Welcome to Word Enchilada S01E07

We write prototypes, fight our inner demons, get cargo ships unstuck at the Suez Canal, arrive late to posting our own quests, insert emoji 🍅 into e2, burn out of the internet, bake bread, celebrate 20 years of the Spanish Wikipedia, eat enchiladas and get in fights

What?

A microquest for Everything2 in the spirit of Game Jams

How?

The updated rules are in Word Enchilada Rules, but here’s the TL;DR

  1. Just before the Quest starts, a theme will be revealed. Please don’t spoil it for yourself, only read it after the official start of the Enchilada1;
  2. You have 48 hours to write a prototype2 that follows3 the theme;
  3. You post the prototype in this node;
  4. ???
  5. Profit! You will receive fabulous prizes4

After the Quest is over, you’re encouraged to give the noder below you some feedback on their prototype. Bear in mind: the goal of Word Enchiladas is to write for fun and outside of one’s comfort zone, so be constructive and be kind.

Theme!

The theme for this Enchilada is:

BIRE OHQTRG

E2 Rot13 Encoder

The suggested nodetype is:

log

Start and end times

The Word Enchilada starts at May 21, 2021 12:00 PM and ends at May 23, 2021 12:00 PM in whatever time zone you observe.

Notes for today: -


  1. The idea being that you shouldn’t prepare anything beforehand, and that you should only have 48 hours to work on your writeup. But I’m just a footnote, not a policeman. ↩

  2. The word “Prototype” is important here: you’re expected to write a quick draft, not a perfect, well edited writeup. ↩

  3. The phrase “Following the theme” is purposefully ambiguous. Be creative :) ↩

  4. Actually, some GP, depending on how much the E2 gods can spare… Updated details on the Word Enchilada Rules ↩

It is 1:15 AM in my time zone, and I just realized I was hangry and then I realized I hadn't eaten a meal today. I have eaten today, but not a meal. Then I realized there was a word enchilada. I wish I had a non-word enchilada. But I am making spaghetti isntead.

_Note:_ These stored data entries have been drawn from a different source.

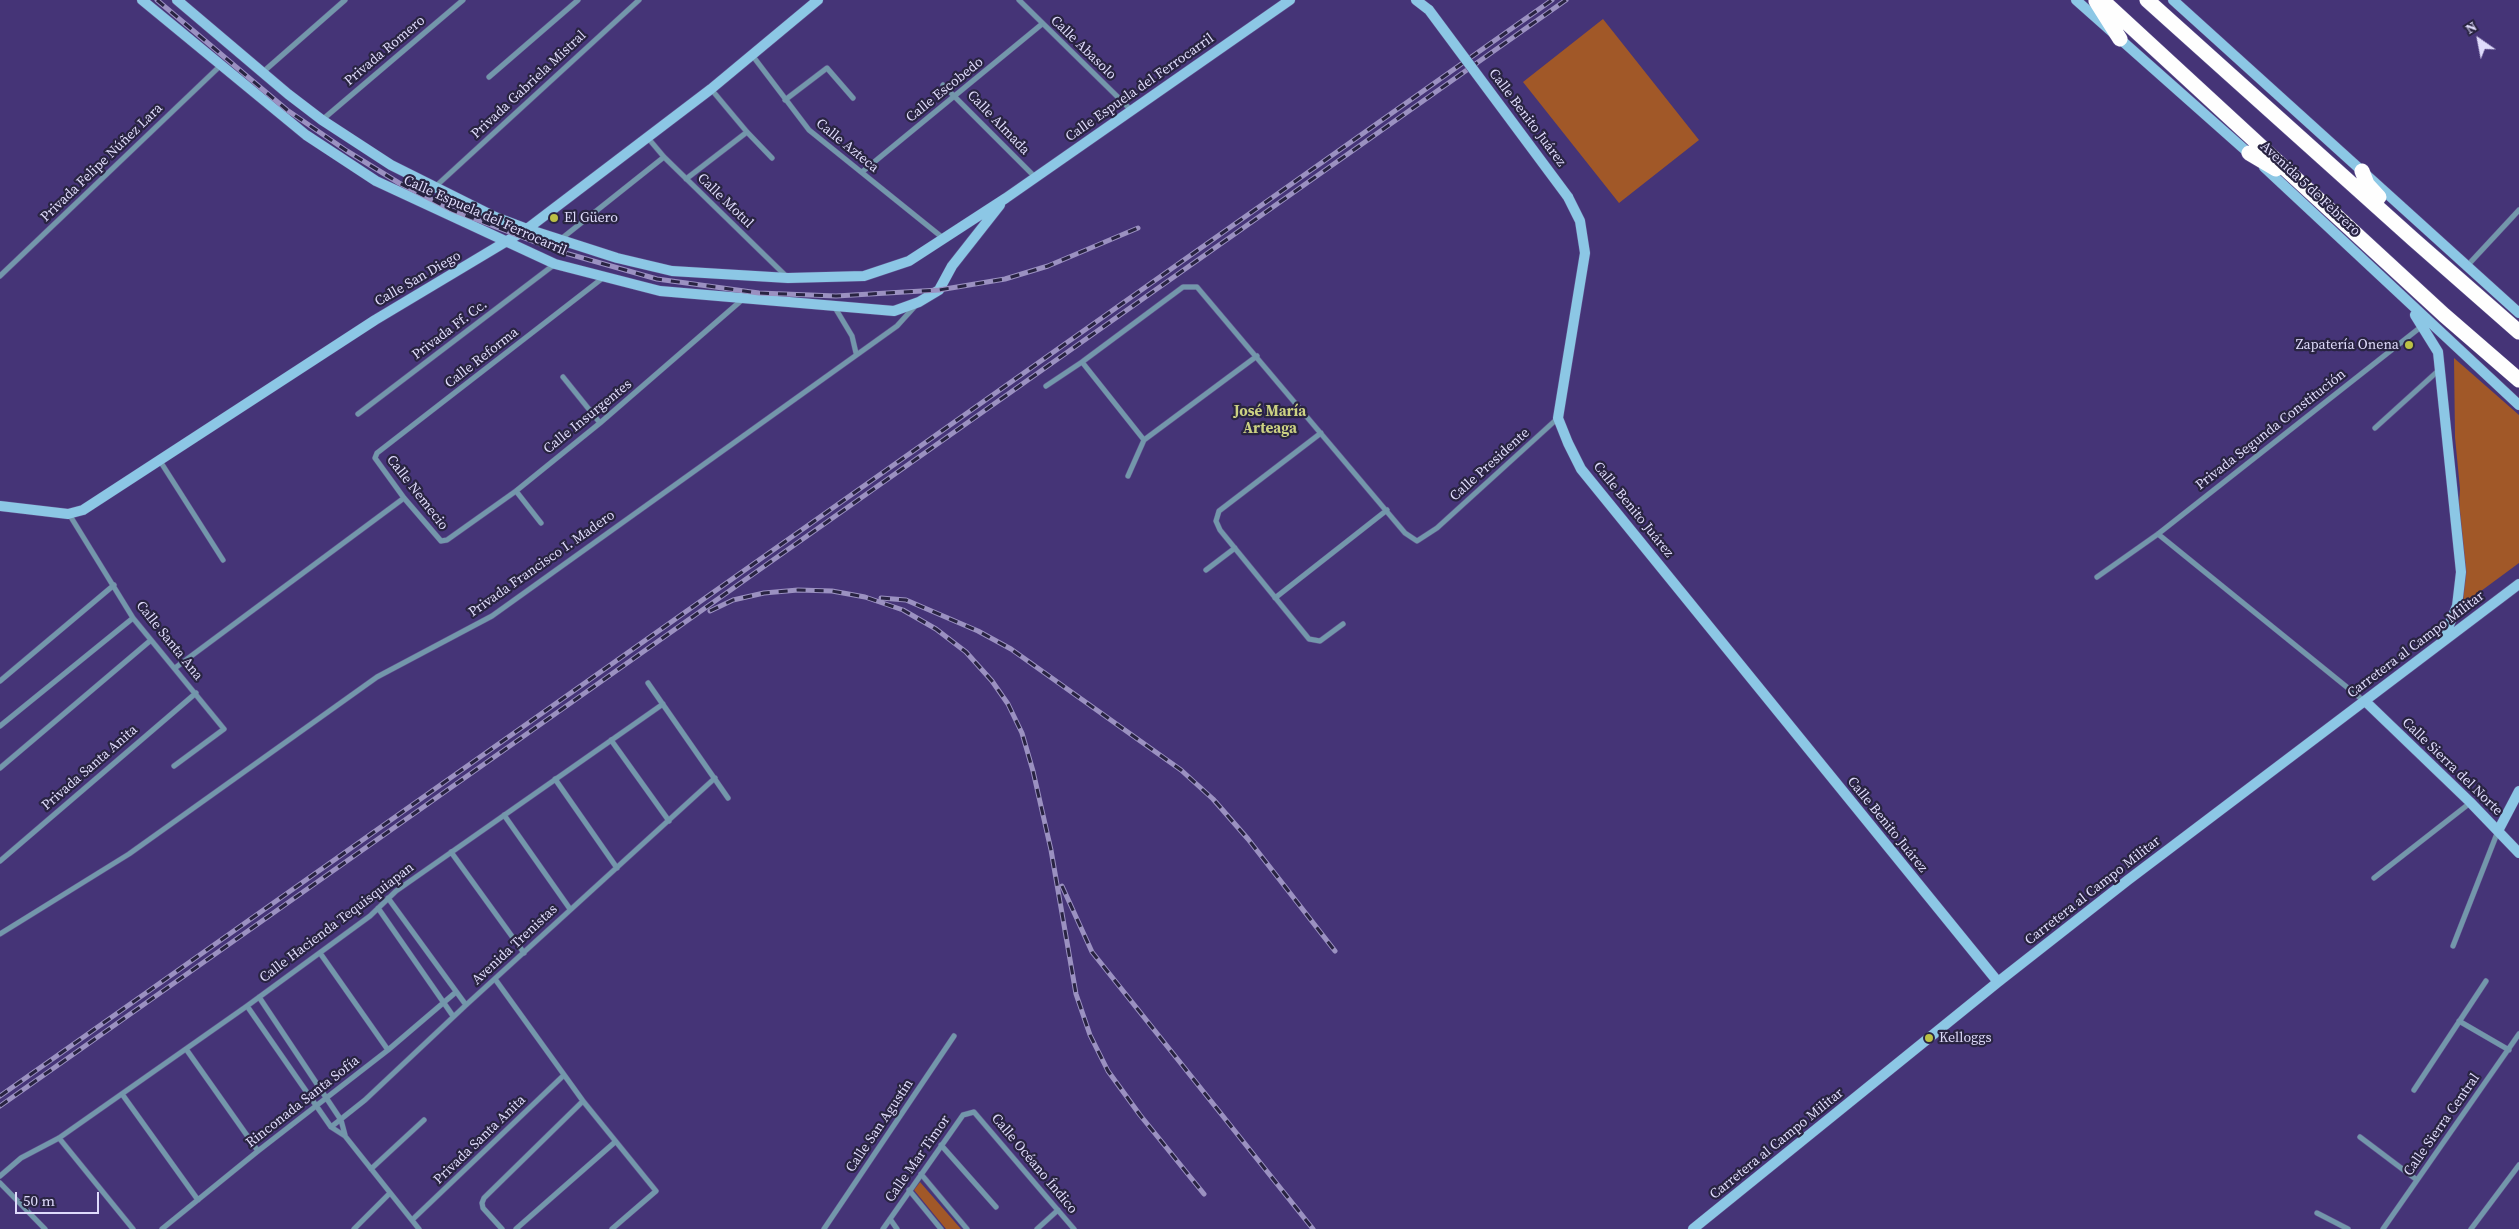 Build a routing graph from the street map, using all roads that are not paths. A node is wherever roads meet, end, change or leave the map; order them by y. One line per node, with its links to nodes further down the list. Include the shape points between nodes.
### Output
1 (142, 0): 19 (street, Calle Espuela del Ferrocarril)
2 (177, 0): 20 (street, Calle Espuela del Ferrocarril)
3 (345, 0): 20 (street)
4 (463, 0): 28 (street, Privada Romero)
5 (578, 0): 21 (street)
6 (639, 0): 39 (street, Privada Gabriela Mistral)
7 (818, 0): 18 (street, Calle San Diego)
8 (1290, 0): 27 (street, Calle Espuela del Ferrocarril)
9 (1416, 0): 68 (street, Calle Benito Juárez, bridge, via 1429,10 1568,197 1580,221 1585,252)
10 (2076, 0): 17 (street, Avenida 5 de Febrero)
11 (2095, 0): 17 (highway)
12 (2102, 0): 38 (highway, Avenida 5 de Febrero)
13 (2147, 0): 45 (highway)
14 (2173, 0): 34 (street)
15 (1021, 1): 16 (street, Calle Abasolo)
16 (1042, 24): 24 (street, Calle Escobedo); 27 (street, Calle Abasolo)
17 (2120, 39): 31 (street, Avenida 5 de Febrero)
18 (752, 54): 23 (street, Calle San Diego); 26 (street, Calle Azteca)
19 (220, 66): 46 (street, Calle Espuela del Ferrocarril, via 306,136 376,181); 49 (street, Privada Felipe Núñez Lara)
20 (263, 73): 28 (street, Calle Espuela del Ferrocarril)
21 (489, 77)
22 (943, 85): 24 (street, Calle Almada)
23 (711, 89): 29 (street); 30 (street, Calle San Diego)
24 (956, 96): 35 (street, Calle Escobedo); 36 (street, Calle Almada)
25 (853, 98): 26 (street, via 827,68)
26 (784, 100): 35 (street, Calle Azteca, via 809,130)
27 (1132, 110): 36 (street, Calle Espuela del Ferrocarril)
28 (322, 120): 39 (street, Calle Espuela del Ferrocarril, via 391,165)
29 (747, 132): 33 (street); 37 (street)
30 (648, 138): 32 (street, Calle Motul); 42 (street, Calle San Diego)
31 (2249, 153): 38 (highway); 54 (street, Avenida 5 de Febrero)
32 (664, 157): 37 (street, Calle Motul); 44 (street)
33 (772, 158)
34 (2362, 171): 45 (highway, via 2367,184 2398,217); 48 (street)
35 (862, 172): 43 (street, Calle Azteca)
36 (1035, 177): 40 (street, Calle Espuela del Ferrocarril)
37 (686, 179): 51 (street, Calle Motul)
38 (2299, 182): 64 (highway, Avenida 5 de Febrero)
39 (435, 187): 42 (street, Calle Espuela del Ferrocarril)
40 (1006, 198): 43 (street, Calle Espuela del Ferrocarril); 53 (street, Calle Espuela del Ferrocarril, via 952,266 939,290)
41 (2519, 210): 48 (street)
42 (527, 230): 44 (street, Calle Espuela del Ferrocarril); 46 (street, Calle San Diego)
43 (944, 239): 51 (street, Calle Espuela del Ferrocarril, via 909,261 874,274)
44 (560, 240): 51 (street, Calle Espuela del Ferrocarril, via 672,271)
45 (2413, 240): 58 (highway)
46 (506, 243): 47 (street, Calle Espuela del Ferrocarril); 74 (street, Calle San Diego, via 375,320)
47 (556, 264): 50 (street, Calle Espuela del Ferrocarril); 67 (street, Privada Ff. Cc.)
48 (2467, 266): 56 (street)
49 (0, 276)
50 (604, 277): 52 (street, Calle Espuela del Ferrocarril, via 660,291); 73 (street, Calle Reforma)
51 (788, 278)
52 (743, 300): 55 (street, Calle Espuela del Ferrocarril); 69 (street, Calle Insurgentes)
53 (919, 302): 55 (street, Calle Espuela del Ferrocarril, via 894,311); 59 (street, Privada Francisco I. Madero, via 897,326)
54 (2409, 305): 57 (street); 66 (street, Avenida 5 de Febrero)
55 (834, 306): 59 (street, via 852,336)
56 (2519, 313)
57 (2422, 326): 62 (street, via 2438,352); 82 (street, Privada Segunda Constitución)
58 (2519, 332)
59 (856, 353): 122 (street, Privada Francisco I. Madero, via 492,616 377,677 129,854)
60 (1257, 356): 61 (street, via 1197,287 1191,286 1183,287); 71 (street); 72 (street)
61 (1082, 362): 65 (street); 72 (street)
62 (2440, 370): 70 (street); 94 (street, via 2461,572 2456,606)
63 (563, 377): 69 (street)
64 (2519, 380)
65 (1046, 386)
66 (2519, 405)
67 (358, 414)
68 (1558, 418): 79 (street, Calle Presidente, via 1437,528 1417,541); 128 (street, Calle Benito Juárez, via 1582,469)
69 (600, 423): 76 (street, Calle Insurgentes)
70 (2375, 428)
71 (1321, 433): 79 (street); 84 (street, via 1219,512 1216,521)
72 (1144, 440): 75 (street)
73 (375, 458): 77 (street, Calle Nemecio)
74 (160, 461): 80 (street, Calle San Diego, via 83,510); 85 (street)
75 (1128, 476)
76 (516, 490): 81 (street); 83 (street, Calle Insurgentes, via 447,540)
77 (404, 498): 83 (street, Calle Nemecio); 95 (street)
78 (0, 506): 80 (street, Calle San Diego)
79 (1387, 510): 90 (street)
80 (68, 514): 89 (street, Calle Santa Ana)
81 (541, 524)
82 (2158, 534): 87 (street, Privada Segunda Constitución); 99 (street)
83 (441, 541)
84 (1235, 548): 86 (street); 90 (street)
85 (224, 560)
86 (1206, 570)
87 (2097, 577)
88 (2519, 584): 94 (street, Carretera al Campo Militar)
89 (114, 585): 91 (street, Calle Santa Ana); 96 (street)
90 (1275, 598): 92 (street, via 1309,639 1320,641)
91 (133, 618): 93 (street, Calle Santa Ana); 101 (street)
92 (1344, 624)
93 (151, 640): 95 (street, Calle Santa Ana); 104 (street)
94 (2441, 642): 99 (street, Carretera al Campo Militar)
95 (175, 668): 98 (street, Calle Santa Ana)
96 (0, 681)
97 (648, 683): 100 (street)
98 (196, 692): 103 (street, Calle Santa Ana, via 224,729); 116 (street, Privada Santa Anita)
99 (2365, 701): 110 (street, Calle Sierra del Norte); 128 (street, Carretera al Campo Militar)
100 (662, 704): 102 (street, Calle Hacienda Tequisquiapan); 105 (street)
101 (0, 726)
102 (611, 740): 106 (street, Calle Hacienda Tequisquiapan); 112 (street)
103 (174, 766)
104 (0, 768)
105 (715, 778): 108 (street); 112 (street, Avenida Trenistas)
106 (556, 779): 111 (street, Calle Hacienda Tequisquiapan); 117 (street)
107 (2519, 791): 109 (street)
108 (728, 798)
109 (2516, 801): 113 (street)
110 (2470, 802): 113 (street, Calle Sierra del Norte); 118 (street)
111 (504, 815): 114 (street, Calle Hacienda Tequisquiapan); 121 (street)
112 (669, 821): 117 (street, Avenida Trenistas)
113 (2498, 831): 115 (street, Calle Sierra del Norte); 123 (street)
114 (451, 852): 119 (street, Calle Hacienda Tequisquiapan); 125 (street)
115 (2519, 853)
116 (0, 861)
117 (618, 868): 121 (street, Avenida Trenistas)
118 (2374, 878)
119 (388, 898): 120 (street, Calle Hacienda Tequisquiapan); 129 (street)
120 (378, 908): 124 (street, Calle Hacienda Tequisquiapan); 131 (street)
121 (570, 909): 125 (street, Avenida Trenistas)
122 (0, 934)
123 (2453, 946)
124 (320, 953): 130 (street, Calle Hacienda Tequisquiapan); 139 (street)
125 (524, 953): 126 (street, Avenida Trenistas)
126 (495, 979): 132 (street, Avenida Trenistas); 141 (street)
127 (2486, 981): 135 (street)
128 (1998, 982): 186 (street, Carretera al Campo Militar)
129 (456, 992): 131 (street, Rinconada Santa Sofía); 132 (street)
130 (259, 997): 133 (street, Calle Hacienda Tequisquiapan); 144 (street)
131 (444, 1003): 134 (street); 139 (street, Rinconada Santa Sofía)
132 (466, 1005): 134 (street, Avenida Trenistas)
133 (247, 1006): 138 (street, Calle Hacienda Tequisquiapan); 146 (street)
134 (454, 1016): 148 (street, Avenida Trenistas)
135 (2459, 1021): 140 (street); 142 (street)
136 (2519, 1034): 140 (street, Calle Sierra Central)
137 (954, 1036): 179 (street, Calle San Agustín)
138 (186, 1049): 143 (street, Calle Hacienda Tequisquiapan); 156 (street)
139 (388, 1050): 144 (street, Rinconada Santa Sofía)
140 (2509, 1050): 161 (street, Calle Sierra Central)
141 (564, 1075): 145 (street); 170 (street, Privada Santa Anita)
142 (2414, 1090)
143 (122, 1094): 153 (street, Calle Hacienda Tequisquiapan); 165 (street)
144 (327, 1098): 146 (street, Rinconada Santa Sofía); 148 (street)
145 (583, 1102): 154 (street); 176 (street, via 484,1198 483,1208)
146 (316, 1106): 150 (street); 156 (street, Rinconada Santa Sofía)
147 (977, 1114): 155 (street, Calle Mar Timor, via 966,1113); 167 (street, Calle Océano Índico)
148 (341, 1120): 150 (street, Avenida Trenistas); 151 (street)
149 (424, 1120): 158 (street)
150 (331, 1127): 151 (street)
151 (345, 1136): 158 (street)
152 (2360, 1137): 161 (street)
153 (59, 1138): 160 (street, Calle Hacienda Tequisquiapan, via 31,1151); 172 (street)
154 (615, 1142): 177 (street); 178 (street, via 656,1191)
155 (941, 1145): 159 (street, Calle Mar Timor); 166 (street)
156 (258, 1151): 165 (street, Rinconada Santa Sofía)
157 (2519, 1165): 189 (street)
158 (371, 1169): 164 (street)
159 (921, 1174): 163 (street, Calle Mar Timor); 183 (street)
160 (0, 1176)
161 (2417, 1180): 188 (street, Calle Sierra Central)
162 (0, 1183): 171 (street)
163 (909, 1190): 169 (street, Calle Mar Timor); 182 (street)
164 (390, 1193): 170 (street); 174 (street)
165 (198, 1200): 173 (street, Rinconada Santa Sofía)
166 (996, 1207)
167 (1058, 1210): 184 (street); 185 (street, Calle Océano Índico)
168 (2317, 1213): 187 (street)
169 (890, 1219): 180 (street, Calle Mar Timor); 181 (street)
170 (412, 1220): 175 (street)
171 (45, 1229)
172 (133, 1229)
173 (162, 1229)
174 (354, 1229)
175 (418, 1229)
176 (502, 1229)
177 (516, 1229)
178 (612, 1229)
179 (824, 1229)
180 (883, 1229)
181 (897, 1229)
182 (941, 1229)
183 (967, 1229)
184 (1037, 1229)
185 (1074, 1229)
186 (1692, 1229)
187 (2348, 1229)
188 (2383, 1229)
189 (2471, 1229)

I have been making weekly to-do lists. Today, my list was rather light, but it did have two items: watch "The Big Lebowski" and "A Night At The Opera", which really, I am long overdue to do both of those things. But looking at my list, I realize that it is now 1 AM on a Saturday NightSunday Morning and I have a lot of things to juggle. A few hours ago, I was thinking that I could play a nice long round of a Turn Based Strategy game for a few hours, then, refreshed, put together a video, and while it was uploading to YouTube, I could then enjoy some nice time reading. It was a long evening, Saturday evening was. And then I realized it was 1 AM and my kitchen was a mess and I was hungry and I had not done anything and...and...and

You know what is funny? I can honestly say that 2021, in so many ways, is the best year I have had for a while. I am contributing to society, learning new things, and enjoying myself. Why couldn't I tell my 15 year old self that it was this easy to be happy? Think of something to do, and do it! But the fact of this simple, even simplistic take on things, doesn't change the fact that I am still waking up and thinking "It is May already?". The fact that January and its ills seem another lifetime ago doesn't mean I am not saying: "It is May already! I will be 42 in a week! less than a week!. My own future with my niche form of employment and the fact that I've given up on having a community after a long and grinding pandemic, the fact that the income stream is still not positive, the fact that I want to change my life but still have socks up in the closet that I need to cull, the fact that...well, as they say, time keeps on slipping slipping slipping into the future.

Anyway, so I am happy, and I think I am getting along as well as can be, but as in so many things, I find myself over budget, hoping that the resources can be strung together like spaghetti okay I got to go check my spaghetti,
okay, the spaghetti is fine, but did I wash my collander? Is that even possible? I know I didn't do Spanish listening today, or eat an apple, and it is almost 2 AM and even my wind down time will take me too far. And my alternatives are either to sleep in late and be thrown off into the coming week, or to be grouchy all day and probably panic eat carbs without having the energy to make an actual meal and those apples are probably going rotten and

Okay, but at least this will get done before deadline.

Do I have time to eat all my avocados? Why did I buy two bags?